I posted this on Frank the Tank, but they are more interested in conspiracy theories regarding how the Big 10 will get Texas, Texas A&M, USC, and Miami than anything else. There is a report out there that ESPN's conflict of interests between its programming contracts with the Big 12 and the SEC is slowing this down. If they give more money to the SEC to get A&M, that hurts the Big 12. Makes sense from a legal perspective.
However... stepping aside from the "world revolves around only the Big 10 and the SEC" for a moment... the next major issue is the Big East's television rights, which come up in about 1 year. So maybe it is the Big East that is causing this latest problem.

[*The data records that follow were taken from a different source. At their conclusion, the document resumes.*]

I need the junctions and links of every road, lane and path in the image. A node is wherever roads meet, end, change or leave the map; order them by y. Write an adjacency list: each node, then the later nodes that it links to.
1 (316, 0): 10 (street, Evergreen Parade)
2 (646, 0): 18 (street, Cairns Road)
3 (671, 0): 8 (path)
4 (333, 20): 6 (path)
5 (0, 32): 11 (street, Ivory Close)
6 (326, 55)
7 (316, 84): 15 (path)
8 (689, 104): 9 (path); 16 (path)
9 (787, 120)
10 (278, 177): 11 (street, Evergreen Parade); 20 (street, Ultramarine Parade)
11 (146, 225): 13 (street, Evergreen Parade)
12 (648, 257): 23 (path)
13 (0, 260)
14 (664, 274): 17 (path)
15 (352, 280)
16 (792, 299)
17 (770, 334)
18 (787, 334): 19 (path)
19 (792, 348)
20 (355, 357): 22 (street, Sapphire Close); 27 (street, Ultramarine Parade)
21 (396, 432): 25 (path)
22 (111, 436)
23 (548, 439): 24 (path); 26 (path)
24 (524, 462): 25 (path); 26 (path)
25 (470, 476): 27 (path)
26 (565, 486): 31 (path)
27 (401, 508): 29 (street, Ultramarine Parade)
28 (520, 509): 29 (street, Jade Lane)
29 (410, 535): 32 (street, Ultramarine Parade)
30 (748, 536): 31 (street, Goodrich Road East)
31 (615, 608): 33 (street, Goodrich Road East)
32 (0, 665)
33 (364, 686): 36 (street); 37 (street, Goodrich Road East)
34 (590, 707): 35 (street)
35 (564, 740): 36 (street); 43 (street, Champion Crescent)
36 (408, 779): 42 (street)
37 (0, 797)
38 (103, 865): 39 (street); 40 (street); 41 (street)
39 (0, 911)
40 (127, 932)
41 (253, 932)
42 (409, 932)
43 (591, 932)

Recall that the Big East turned down ESPN’s generous offer to re-up at a significant price hike. The logic was that the Big East is sitting in a nice position to start a price war with Fox and CBS and ESPN because all three networks need inventory. Even Big East inventory. So, there was no reason for the BE not to hold off until 2012 and start negotiating fresh. Simple economic supply and demand.
So... ESPN could shell out more money to avoid that mess. But they probably figured they were already offering way too much money as it is relative to what they get back. They are already paying Cadillac money for a Ford Escort.
Unless…. uncertainty. If the SEC can get the funds to take Texas A&M, then there is the risk of the SEC getting the funds to take an ACC school. From there, the ACC can take a Big East school. Or West Virginia to the SEC. Or Louisville to the Big 12. And if the Big 10 decides to match the SEC, now the northern Big East football schools are all in play. So, all of the sudden, expansion puts a huge wrench in the Big East's plans. Will it even exist in 2012? Does the promise of future money outweigh the decision to just get a bigger pay day today? If so, well played by ESPN.
So… what does the Big East do? Do they decide that we better take what ESPN is offering because that will give teams a reason to not make the lateral move to the ACC? Or does the Big East wait until 2012 and see if it still has enough teams left and loyal to generate a bigger offer from Fox or CBS.
From ESPN's perspective, paying more for the SEC makes more sense than paying more for the Big East, right?
"Mr. Marinatto...you don't try to bully the bully. Sincerely, the true power brokers in college sports."